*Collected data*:
────

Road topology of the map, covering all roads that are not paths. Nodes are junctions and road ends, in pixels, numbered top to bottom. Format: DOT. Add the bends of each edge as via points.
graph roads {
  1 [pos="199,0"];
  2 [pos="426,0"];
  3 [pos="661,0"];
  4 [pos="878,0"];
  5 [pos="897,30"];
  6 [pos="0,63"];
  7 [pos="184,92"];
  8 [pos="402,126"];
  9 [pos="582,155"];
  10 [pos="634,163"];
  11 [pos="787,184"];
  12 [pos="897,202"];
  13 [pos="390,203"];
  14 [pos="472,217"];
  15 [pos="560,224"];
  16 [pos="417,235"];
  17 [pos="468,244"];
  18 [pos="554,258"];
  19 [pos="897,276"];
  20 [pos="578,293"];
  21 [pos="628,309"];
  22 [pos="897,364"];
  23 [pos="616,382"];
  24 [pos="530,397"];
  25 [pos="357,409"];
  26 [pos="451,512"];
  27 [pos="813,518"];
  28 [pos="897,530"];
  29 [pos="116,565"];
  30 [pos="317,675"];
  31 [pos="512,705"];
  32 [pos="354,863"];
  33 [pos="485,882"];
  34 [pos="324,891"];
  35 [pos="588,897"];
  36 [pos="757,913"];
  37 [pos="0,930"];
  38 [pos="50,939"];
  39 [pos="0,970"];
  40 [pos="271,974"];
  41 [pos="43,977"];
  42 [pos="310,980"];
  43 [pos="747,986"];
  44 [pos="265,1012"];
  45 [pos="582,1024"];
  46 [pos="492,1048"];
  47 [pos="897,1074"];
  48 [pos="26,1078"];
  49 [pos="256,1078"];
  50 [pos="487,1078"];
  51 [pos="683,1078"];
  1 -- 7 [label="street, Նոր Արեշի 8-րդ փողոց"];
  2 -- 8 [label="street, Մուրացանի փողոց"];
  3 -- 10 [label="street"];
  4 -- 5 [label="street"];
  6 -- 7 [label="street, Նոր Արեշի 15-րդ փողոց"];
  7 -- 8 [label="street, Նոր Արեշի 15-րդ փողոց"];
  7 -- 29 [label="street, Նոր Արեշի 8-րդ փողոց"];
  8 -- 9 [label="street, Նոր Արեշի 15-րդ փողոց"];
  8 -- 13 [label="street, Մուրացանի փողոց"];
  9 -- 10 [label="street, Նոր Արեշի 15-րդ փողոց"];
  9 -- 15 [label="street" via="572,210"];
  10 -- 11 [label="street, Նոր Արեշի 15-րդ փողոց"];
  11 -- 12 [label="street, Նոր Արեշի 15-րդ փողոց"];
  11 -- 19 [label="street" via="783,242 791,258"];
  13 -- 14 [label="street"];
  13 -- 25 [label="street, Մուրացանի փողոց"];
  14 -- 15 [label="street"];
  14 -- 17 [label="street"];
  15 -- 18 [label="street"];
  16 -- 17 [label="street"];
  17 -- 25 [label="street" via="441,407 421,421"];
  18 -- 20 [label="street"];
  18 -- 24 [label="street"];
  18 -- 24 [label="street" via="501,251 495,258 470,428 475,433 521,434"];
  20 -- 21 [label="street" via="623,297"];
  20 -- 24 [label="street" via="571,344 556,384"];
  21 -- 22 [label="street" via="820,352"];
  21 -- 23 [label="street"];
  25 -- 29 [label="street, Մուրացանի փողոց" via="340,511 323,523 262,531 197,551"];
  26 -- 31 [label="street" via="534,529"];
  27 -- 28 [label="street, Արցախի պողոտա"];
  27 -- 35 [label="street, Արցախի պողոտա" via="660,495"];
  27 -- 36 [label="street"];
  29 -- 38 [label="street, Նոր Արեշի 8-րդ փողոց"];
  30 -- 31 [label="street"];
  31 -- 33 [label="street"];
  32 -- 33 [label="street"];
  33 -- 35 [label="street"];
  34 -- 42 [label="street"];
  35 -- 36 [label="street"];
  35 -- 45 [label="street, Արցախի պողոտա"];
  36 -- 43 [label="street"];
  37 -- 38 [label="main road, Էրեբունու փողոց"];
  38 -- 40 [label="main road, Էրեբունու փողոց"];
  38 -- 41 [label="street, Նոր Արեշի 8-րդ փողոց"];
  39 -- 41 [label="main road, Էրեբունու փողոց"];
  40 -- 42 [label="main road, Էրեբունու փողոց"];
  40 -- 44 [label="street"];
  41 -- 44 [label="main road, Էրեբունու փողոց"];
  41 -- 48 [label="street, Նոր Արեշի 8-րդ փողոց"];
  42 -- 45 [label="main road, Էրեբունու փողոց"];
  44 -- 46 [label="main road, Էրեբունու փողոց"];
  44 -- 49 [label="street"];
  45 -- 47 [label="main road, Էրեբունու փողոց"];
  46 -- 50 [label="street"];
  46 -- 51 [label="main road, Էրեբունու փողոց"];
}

────

*What to work on*:
Would you return the entries exactly as they stand?

*Solution for this problem*:
Road topology of the map, covering all roads that are not paths. Nodes are junctions and road ends, in pixels, numbered top to bottom. Format: DOT. Add the bends of each edge as via points.
graph roads {
  1 [pos="199,0"];
  2 [pos="426,0"];
  3 [pos="661,0"];
  4 [pos="878,0"];
  5 [pos="897,30"];
  6 [pos="0,63"];
  7 [pos="184,92"];
  8 [pos="402,126"];
  9 [pos="582,155"];
  10 [pos="634,163"];
  11 [pos="787,184"];
  12 [pos="897,202"];
  13 [pos="390,203"];
  14 [pos="472,217"];
  15 [pos="560,224"];
  16 [pos="417,235"];
  17 [pos="468,244"];
  18 [pos="554,258"];
  19 [pos="897,276"];
  20 [pos="578,293"];
  21 [pos="628,309"];
  22 [pos="897,364"];
  23 [pos="616,382"];
  24 [pos="530,397"];
  25 [pos="357,409"];
  26 [pos="451,512"];
  27 [pos="813,518"];
  28 [pos="897,530"];
  29 [pos="116,565"];
  30 [pos="317,675"];
  31 [pos="512,705"];
  32 [pos="354,863"];
  33 [pos="485,882"];
  34 [pos="324,891"];
  35 [pos="588,897"];
  36 [pos="757,913"];
  37 [pos="0,930"];
  38 [pos="50,939"];
  39 [pos="0,970"];
  40 [pos="271,974"];
  41 [pos="43,977"];
  42 [pos="310,980"];
  43 [pos="747,986"];
  44 [pos="265,1012"];
  45 [pos="582,1024"];
  46 [pos="492,1048"];
  47 [pos="897,1074"];
  48 [pos="26,1078"];
  49 [pos="256,1078"];
  50 [pos="487,1078"];
  51 [pos="683,1078"];
  1 -- 7 [label="street, Նոր Արեշի 8-րդ փողոց"];
  2 -- 8 [label="street, Մուրացանի փողոց"];
  3 -- 10 [label="street"];
  4 -- 5 [label="street"];
  6 -- 7 [label="street, Նոր Արեշի 15-րդ փողոց"];
  7 -- 8 [label="street, Նոր Արեշի 15-րդ փողոց"];
  7 -- 29 [label="street, Նոր Արեշի 8-րդ փողոց"];
  8 -- 9 [label="street, Նոր Արեշի 15-րդ փողոց"];
  8 -- 13 [label="street, Մուրացանի փողոց"];
  9 -- 10 [label="street, Նոր Արեշի 15-րդ փողոց"];
  9 -- 15 [label="street" via="572,210"];
  10 -- 11 [label="street, Նոր Արեշի 15-րդ փողոց"];
  11 -- 12 [label="street, Նոր Արեշի 15-րդ փողոց"];
  11 -- 19 [label="street" via="783,242 791,258"];
  13 -- 14 [label="street"];
  13 -- 25 [label="street, Մուրացանի փողոց"];
  14 -- 15 [label="street"];
  14 -- 17 [label="street"];
  15 -- 18 [label="street"];
  16 -- 17 [label="street"];
  17 -- 25 [label="street" via="441,407 421,421"];
  18 -- 20 [label="street"];
  18 -- 24 [label="street"];
  18 -- 24 [label="street" via="501,251 495,258 470,428 475,433 521,434"];
  20 -- 21 [label="street" via="623,297"];
  20 -- 24 [label="street" via="571,344 556,384"];
  21 -- 22 [label="street" via="820,352"];
  21 -- 23 [label="street"];
  25 -- 29 [label="street, Մուրացանի փողոց" via="340,511 323,523 262,531 197,551"];
  26 -- 31 [label="street" via="534,529"];
  27 -- 28 [label="street, Արցախի պողոտա"];
  27 -- 35 [label="street, Արցախի պողոտա" via="660,495"];
  27 -- 36 [label="street"];
  29 -- 38 [label="street, Նոր Արեշի 8-րդ փողոց"];
  30 -- 31 [label="street"];
  31 -- 33 [label="street"];
  32 -- 33 [label="street"];
  33 -- 35 [label="street"];
  34 -- 42 [label="street"];
  35 -- 36 [label="street"];
  35 -- 45 [label="street, Արցախի պողոտա"];
  36 -- 43 [label="street"];
  37 -- 38 [label="main road, Էրեբունու փողոց"];
  38 -- 40 [label="main road, Էրեբունու փողոց"];
  38 -- 41 [label="street, Նոր Արեշի 8-րդ փողոց"];
  39 -- 41 [label="main road, Էրեբունու փողոց"];
  40 -- 42 [label="main road, Էրեբունու փողոց"];
  40 -- 44 [label="street"];
  41 -- 44 [label="main road, Էրեբունու փողոց"];
  41 -- 48 [label="street, Նոր Արեշի 8-րդ փողոց"];
  42 -- 45 [label="main road, Էրեբունու փողոց"];
  44 -- 46 [label="main road, Էրեբունու փողոց"];
  44 -- 49 [label="street"];
  45 -- 47 [label="main road, Էրեբունու փողոց"];
  46 -- 50 [label="street"];
  46 -- 51 [label="main road, Էրեբունու փողոց"];
}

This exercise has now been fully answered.